[[ EXERCISE DATA open ]]

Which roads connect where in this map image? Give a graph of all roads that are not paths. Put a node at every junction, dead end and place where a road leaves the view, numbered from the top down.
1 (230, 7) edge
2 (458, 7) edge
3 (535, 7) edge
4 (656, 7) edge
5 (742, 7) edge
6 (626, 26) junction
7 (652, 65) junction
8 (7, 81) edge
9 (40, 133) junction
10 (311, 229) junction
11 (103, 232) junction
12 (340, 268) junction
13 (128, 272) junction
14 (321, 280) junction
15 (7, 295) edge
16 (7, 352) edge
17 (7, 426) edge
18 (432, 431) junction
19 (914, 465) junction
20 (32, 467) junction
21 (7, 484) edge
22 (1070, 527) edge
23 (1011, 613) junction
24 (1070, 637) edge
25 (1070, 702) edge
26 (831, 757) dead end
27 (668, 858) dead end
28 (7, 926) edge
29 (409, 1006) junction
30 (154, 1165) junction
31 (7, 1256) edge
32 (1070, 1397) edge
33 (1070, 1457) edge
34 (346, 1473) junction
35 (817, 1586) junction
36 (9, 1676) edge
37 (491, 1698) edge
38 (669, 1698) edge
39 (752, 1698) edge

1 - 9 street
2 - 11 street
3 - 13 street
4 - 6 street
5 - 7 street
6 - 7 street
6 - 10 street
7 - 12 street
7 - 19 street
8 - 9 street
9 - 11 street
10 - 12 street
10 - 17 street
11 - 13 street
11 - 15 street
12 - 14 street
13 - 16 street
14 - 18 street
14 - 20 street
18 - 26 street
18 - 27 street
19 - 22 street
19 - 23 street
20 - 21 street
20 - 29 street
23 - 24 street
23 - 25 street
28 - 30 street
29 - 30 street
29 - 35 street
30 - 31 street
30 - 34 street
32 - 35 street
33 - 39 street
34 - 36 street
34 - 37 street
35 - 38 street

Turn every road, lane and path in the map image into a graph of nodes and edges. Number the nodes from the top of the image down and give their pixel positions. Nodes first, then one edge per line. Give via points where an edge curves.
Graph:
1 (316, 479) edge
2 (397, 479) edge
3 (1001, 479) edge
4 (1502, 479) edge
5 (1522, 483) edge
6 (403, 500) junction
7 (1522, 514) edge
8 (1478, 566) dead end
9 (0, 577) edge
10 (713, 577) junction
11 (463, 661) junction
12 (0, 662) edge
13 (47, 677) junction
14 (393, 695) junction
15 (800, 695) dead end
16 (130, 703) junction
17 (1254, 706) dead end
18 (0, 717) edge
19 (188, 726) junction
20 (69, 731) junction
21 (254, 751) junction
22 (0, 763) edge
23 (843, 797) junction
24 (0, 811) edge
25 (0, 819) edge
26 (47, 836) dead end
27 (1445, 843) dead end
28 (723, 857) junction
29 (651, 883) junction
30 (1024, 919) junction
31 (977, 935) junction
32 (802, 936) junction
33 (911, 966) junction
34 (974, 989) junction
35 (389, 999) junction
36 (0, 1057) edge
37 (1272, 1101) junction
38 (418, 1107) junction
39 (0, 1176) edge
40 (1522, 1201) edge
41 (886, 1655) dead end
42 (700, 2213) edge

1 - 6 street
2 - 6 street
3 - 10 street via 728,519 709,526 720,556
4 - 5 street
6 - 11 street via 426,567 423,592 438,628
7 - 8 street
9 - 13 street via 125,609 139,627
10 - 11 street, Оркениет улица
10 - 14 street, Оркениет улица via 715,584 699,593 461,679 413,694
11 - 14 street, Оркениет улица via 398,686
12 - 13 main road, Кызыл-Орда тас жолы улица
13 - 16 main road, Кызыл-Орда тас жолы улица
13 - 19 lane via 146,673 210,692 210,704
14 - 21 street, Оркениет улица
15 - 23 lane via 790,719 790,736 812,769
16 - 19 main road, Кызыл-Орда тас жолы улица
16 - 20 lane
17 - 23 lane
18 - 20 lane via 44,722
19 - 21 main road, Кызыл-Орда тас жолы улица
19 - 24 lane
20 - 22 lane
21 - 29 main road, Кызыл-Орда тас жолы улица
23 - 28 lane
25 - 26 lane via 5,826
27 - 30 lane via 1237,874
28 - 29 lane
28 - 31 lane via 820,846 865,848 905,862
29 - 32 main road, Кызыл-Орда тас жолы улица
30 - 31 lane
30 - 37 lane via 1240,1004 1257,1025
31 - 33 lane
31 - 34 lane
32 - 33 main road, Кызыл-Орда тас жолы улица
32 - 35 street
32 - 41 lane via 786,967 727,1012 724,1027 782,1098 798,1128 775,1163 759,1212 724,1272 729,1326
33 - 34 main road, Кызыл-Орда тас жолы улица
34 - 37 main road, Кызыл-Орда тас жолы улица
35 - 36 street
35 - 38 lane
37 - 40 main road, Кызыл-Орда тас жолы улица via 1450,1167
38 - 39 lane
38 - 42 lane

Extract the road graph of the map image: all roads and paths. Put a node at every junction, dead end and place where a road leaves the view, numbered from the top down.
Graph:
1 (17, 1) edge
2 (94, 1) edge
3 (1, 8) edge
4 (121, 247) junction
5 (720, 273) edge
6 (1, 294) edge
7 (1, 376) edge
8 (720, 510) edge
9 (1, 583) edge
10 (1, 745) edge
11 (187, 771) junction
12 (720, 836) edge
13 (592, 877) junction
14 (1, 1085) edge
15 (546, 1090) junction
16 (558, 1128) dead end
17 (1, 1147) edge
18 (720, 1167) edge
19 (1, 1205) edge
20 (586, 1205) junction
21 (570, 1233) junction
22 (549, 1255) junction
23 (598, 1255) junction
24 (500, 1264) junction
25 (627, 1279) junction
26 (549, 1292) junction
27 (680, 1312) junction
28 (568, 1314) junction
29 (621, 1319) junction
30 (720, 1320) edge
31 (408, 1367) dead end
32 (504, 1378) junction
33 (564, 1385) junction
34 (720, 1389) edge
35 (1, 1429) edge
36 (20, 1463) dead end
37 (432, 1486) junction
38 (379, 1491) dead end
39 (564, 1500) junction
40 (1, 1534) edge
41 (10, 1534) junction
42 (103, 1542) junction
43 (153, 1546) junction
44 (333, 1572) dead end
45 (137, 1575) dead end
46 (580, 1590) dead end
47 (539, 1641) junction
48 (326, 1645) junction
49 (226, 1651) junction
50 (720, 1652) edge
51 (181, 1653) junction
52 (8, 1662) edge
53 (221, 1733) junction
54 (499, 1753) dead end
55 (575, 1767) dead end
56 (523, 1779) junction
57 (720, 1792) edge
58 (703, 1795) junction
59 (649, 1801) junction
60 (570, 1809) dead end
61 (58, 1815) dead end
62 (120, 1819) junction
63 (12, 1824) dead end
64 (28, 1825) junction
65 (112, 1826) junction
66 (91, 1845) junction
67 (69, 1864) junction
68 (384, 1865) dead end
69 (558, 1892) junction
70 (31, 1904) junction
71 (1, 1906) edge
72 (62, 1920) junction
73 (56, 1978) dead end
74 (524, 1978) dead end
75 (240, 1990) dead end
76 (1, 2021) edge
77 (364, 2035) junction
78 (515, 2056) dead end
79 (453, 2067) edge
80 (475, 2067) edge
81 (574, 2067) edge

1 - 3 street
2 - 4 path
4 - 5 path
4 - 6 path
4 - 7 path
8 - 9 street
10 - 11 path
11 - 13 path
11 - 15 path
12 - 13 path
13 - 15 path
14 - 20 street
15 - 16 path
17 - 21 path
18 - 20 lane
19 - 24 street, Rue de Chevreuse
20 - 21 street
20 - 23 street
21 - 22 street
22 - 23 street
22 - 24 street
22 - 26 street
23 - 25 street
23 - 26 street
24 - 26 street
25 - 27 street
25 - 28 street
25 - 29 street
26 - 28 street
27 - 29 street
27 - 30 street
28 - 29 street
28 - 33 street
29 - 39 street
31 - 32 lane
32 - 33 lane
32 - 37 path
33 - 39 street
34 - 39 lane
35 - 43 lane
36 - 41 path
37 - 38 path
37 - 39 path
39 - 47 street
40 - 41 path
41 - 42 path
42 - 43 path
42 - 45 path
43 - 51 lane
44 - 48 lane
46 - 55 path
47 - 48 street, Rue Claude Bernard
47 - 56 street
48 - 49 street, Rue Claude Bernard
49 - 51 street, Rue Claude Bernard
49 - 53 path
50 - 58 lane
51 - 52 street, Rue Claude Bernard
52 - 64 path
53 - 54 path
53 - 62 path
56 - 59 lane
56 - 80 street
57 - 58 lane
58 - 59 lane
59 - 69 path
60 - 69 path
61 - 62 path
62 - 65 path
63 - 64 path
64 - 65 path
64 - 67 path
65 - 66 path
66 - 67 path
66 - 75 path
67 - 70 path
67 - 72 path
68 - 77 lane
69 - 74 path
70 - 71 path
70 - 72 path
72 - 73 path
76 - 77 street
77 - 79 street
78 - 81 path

[[ EXERCISE DATA closed ]]

TASK BRIEF » Look for the word "Give". Copy out every line of the data that has it.

FINISHED TASK »
Which roads connect where in this map image? Give a graph of all roads that are not paths. Put a node at every junction, dead end and place where a road leaves the view, numbered from the top down.
Turn every road, lane and path in the map image into a graph of nodes and edges. Number the nodes from the top of the image down and give their pixel positions. Nodes first, then one edge per line. Give via points where an edge curves.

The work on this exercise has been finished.